DATA FOR REVIEW:

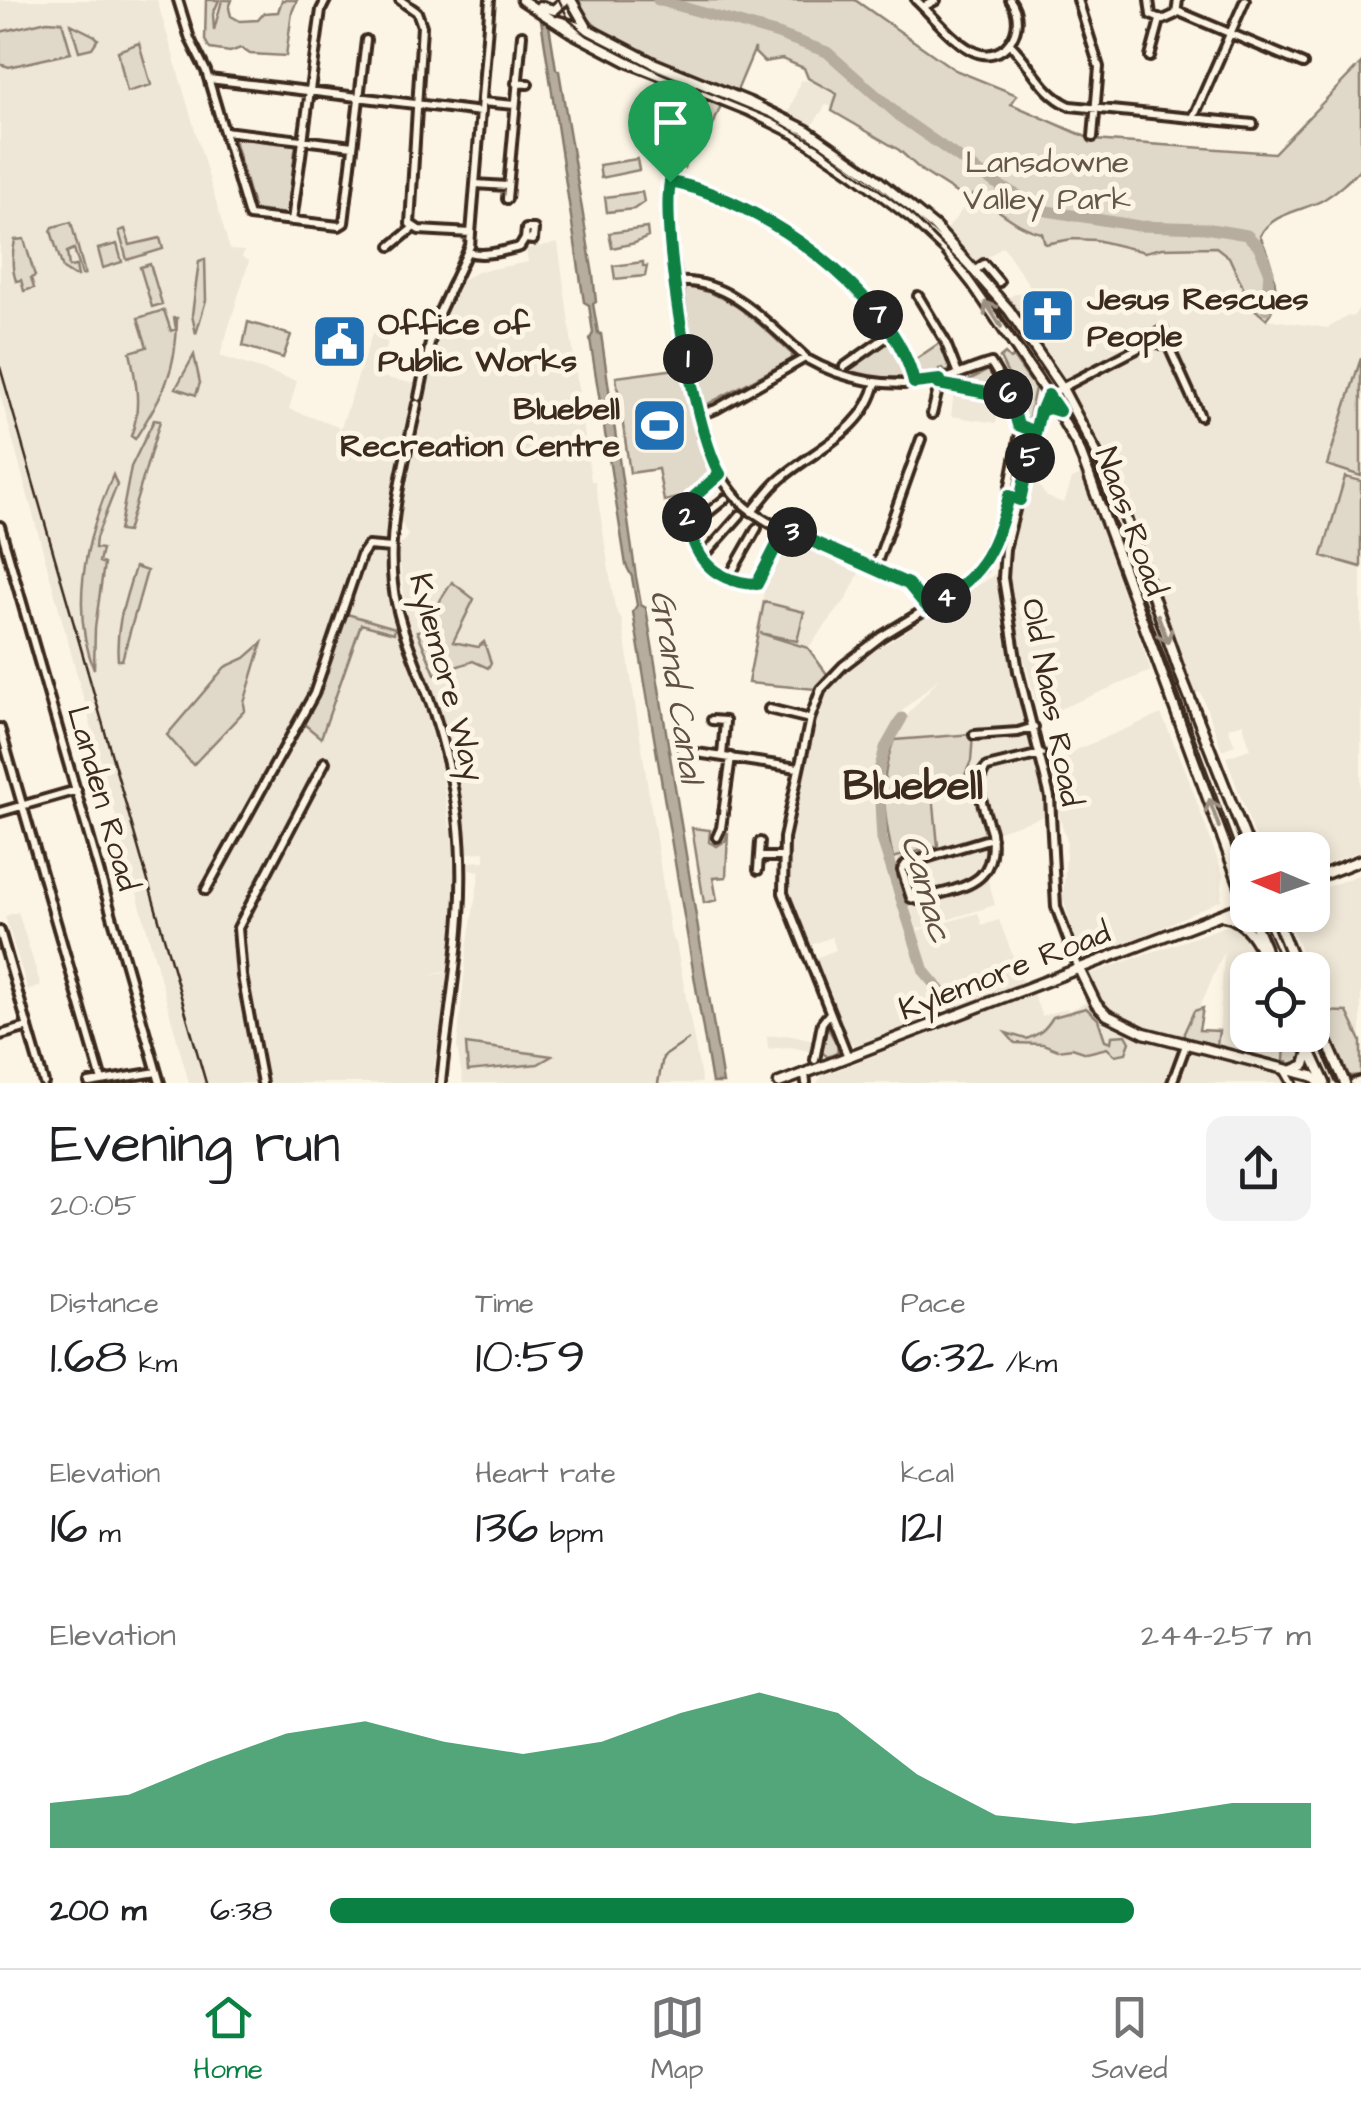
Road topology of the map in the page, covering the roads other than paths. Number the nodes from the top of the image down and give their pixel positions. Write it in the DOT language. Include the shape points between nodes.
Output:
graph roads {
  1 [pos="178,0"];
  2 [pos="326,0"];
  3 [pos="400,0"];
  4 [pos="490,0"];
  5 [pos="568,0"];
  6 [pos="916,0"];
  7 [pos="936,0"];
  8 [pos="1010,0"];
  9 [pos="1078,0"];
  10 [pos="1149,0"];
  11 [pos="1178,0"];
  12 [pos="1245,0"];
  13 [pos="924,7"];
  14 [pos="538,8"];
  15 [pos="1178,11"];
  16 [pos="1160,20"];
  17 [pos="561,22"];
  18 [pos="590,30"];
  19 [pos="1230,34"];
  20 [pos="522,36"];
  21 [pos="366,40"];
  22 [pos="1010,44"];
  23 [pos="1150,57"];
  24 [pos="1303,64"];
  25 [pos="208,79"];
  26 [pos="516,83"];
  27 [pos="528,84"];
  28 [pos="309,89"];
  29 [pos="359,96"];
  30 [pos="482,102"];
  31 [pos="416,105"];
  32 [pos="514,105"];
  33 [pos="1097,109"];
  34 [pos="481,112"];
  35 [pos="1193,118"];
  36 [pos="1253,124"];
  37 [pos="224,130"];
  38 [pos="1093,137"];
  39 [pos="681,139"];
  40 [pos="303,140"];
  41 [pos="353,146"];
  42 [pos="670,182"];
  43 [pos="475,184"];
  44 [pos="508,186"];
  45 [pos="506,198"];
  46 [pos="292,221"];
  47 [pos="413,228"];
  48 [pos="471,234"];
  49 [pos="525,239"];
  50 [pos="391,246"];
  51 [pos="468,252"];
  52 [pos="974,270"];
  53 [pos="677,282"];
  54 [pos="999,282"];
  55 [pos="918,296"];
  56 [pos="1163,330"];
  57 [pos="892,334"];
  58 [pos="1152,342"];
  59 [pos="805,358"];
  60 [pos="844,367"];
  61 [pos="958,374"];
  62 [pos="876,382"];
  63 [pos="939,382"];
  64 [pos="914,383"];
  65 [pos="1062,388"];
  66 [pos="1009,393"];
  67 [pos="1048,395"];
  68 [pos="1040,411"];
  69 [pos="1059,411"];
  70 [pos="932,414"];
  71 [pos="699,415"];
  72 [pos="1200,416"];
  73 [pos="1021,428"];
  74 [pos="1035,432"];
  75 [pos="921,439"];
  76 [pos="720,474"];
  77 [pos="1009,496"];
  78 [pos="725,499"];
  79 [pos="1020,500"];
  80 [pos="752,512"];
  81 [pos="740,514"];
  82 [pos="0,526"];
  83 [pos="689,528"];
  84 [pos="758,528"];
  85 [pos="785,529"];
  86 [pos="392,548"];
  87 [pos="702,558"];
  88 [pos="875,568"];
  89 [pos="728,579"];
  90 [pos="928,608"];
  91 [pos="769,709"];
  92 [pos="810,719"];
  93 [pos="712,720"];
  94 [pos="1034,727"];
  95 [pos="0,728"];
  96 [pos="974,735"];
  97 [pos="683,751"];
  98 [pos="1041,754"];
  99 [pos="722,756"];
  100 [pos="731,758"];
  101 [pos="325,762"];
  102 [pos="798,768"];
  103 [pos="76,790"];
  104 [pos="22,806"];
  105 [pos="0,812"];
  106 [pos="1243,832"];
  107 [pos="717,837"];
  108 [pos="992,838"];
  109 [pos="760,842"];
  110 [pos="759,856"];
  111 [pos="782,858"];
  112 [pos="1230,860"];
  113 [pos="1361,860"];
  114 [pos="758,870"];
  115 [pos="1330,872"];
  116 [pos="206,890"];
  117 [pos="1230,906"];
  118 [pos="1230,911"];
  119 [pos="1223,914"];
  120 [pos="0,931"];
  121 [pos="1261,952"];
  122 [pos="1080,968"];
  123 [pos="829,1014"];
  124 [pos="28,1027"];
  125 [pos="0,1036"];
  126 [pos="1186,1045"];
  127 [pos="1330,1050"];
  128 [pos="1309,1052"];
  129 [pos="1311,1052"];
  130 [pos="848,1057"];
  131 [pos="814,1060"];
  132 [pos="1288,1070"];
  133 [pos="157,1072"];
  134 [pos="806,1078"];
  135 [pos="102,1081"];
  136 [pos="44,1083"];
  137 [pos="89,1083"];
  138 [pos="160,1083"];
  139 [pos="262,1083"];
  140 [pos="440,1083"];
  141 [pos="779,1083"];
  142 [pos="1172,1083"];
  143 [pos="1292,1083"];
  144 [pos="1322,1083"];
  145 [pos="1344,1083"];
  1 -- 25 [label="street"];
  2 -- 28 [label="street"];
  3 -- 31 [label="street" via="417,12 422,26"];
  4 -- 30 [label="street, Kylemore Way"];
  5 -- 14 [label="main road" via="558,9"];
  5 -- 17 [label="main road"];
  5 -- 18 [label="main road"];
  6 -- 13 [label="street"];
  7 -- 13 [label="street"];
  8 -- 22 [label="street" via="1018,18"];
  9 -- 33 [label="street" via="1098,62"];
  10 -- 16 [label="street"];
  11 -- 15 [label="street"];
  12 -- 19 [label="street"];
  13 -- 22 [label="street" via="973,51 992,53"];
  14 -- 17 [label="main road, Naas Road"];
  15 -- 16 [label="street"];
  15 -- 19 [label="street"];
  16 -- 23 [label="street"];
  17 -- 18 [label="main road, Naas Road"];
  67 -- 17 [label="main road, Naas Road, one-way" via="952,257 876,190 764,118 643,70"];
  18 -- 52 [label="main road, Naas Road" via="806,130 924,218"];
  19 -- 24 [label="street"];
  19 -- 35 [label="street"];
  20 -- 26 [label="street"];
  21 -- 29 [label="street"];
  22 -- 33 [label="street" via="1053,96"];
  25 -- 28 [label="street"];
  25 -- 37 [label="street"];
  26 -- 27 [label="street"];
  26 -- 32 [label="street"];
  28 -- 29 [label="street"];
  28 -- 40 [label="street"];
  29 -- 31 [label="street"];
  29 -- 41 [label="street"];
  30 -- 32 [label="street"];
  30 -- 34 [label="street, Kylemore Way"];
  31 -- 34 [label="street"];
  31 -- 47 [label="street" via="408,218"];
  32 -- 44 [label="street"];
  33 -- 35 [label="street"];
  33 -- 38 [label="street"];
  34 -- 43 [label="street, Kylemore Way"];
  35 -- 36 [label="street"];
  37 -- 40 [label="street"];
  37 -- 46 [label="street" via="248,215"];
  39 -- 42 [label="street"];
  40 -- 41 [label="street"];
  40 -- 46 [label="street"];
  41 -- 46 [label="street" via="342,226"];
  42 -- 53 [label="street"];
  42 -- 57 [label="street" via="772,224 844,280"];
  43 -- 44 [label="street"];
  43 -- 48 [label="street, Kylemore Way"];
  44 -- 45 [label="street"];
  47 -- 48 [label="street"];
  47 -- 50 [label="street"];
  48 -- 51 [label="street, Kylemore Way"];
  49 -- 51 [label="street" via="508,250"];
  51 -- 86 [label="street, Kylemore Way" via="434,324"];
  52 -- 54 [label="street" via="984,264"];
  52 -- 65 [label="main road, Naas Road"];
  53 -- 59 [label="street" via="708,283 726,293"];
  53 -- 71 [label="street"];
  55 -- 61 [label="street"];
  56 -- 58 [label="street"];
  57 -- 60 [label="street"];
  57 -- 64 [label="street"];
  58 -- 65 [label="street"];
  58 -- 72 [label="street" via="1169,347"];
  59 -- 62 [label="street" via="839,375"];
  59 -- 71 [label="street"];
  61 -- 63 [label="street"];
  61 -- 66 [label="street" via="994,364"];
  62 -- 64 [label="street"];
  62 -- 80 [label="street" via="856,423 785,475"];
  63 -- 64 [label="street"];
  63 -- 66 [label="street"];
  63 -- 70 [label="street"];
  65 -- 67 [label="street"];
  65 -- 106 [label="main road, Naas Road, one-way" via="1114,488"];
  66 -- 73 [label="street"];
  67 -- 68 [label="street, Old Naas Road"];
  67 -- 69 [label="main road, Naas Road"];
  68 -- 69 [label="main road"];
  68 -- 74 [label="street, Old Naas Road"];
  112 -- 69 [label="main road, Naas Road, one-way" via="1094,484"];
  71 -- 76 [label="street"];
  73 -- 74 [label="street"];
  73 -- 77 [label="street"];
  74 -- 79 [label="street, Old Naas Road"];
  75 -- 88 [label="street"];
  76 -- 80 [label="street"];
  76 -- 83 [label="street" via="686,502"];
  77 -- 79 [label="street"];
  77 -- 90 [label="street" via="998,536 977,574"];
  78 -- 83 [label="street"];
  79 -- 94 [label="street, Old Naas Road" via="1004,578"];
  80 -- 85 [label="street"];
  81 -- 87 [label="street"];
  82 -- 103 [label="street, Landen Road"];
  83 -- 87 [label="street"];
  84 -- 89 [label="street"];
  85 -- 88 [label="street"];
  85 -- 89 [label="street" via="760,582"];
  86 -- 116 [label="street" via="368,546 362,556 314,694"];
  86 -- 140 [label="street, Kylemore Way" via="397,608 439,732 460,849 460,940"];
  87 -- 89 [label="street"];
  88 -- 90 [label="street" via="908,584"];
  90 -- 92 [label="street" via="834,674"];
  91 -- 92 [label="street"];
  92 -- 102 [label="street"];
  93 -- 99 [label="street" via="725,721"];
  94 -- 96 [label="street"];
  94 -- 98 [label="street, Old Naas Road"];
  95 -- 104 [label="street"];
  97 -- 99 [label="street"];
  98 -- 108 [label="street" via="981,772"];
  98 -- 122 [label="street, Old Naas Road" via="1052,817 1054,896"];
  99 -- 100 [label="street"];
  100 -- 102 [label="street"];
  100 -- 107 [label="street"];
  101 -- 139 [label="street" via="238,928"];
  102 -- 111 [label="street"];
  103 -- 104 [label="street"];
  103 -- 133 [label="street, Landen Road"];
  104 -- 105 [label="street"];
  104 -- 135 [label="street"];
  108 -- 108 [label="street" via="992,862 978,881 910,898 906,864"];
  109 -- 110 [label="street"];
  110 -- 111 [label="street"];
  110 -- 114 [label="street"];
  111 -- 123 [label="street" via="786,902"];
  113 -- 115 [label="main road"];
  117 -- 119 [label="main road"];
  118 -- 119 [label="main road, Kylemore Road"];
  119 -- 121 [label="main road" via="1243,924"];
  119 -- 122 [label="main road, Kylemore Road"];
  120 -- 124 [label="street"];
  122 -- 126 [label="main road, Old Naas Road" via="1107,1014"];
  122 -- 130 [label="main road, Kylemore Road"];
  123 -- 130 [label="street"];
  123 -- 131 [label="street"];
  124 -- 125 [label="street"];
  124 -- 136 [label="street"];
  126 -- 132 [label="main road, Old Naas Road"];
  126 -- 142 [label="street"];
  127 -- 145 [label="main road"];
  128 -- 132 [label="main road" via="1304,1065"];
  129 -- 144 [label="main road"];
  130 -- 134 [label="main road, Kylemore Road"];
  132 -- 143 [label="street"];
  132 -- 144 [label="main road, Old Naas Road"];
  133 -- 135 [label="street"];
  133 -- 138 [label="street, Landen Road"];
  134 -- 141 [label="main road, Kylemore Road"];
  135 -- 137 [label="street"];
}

TASK BRIEF: Read through the records above and copy the lines that contain "Kylemore".

RESPONSE TO THIS TASK:
  4 -- 30 [label="street, Kylemore Way"];
  30 -- 34 [label="street, Kylemore Way"];
  34 -- 43 [label="street, Kylemore Way"];
  43 -- 48 [label="street, Kylemore Way"];
  48 -- 51 [label="street, Kylemore Way"];
  51 -- 86 [label="street, Kylemore Way" via="434,324"];
  86 -- 140 [label="street, Kylemore Way" via="397,608 439,732 460,849 460,940"];
  118 -- 119 [label="main road, Kylemore Road"];
  119 -- 122 [label="main road, Kylemore Road"];
  122 -- 130 [label="main road, Kylemore Road"];
  130 -- 134 [label="main road, Kylemore Road"];
  134 -- 141 [label="main road, Kylemore Road"];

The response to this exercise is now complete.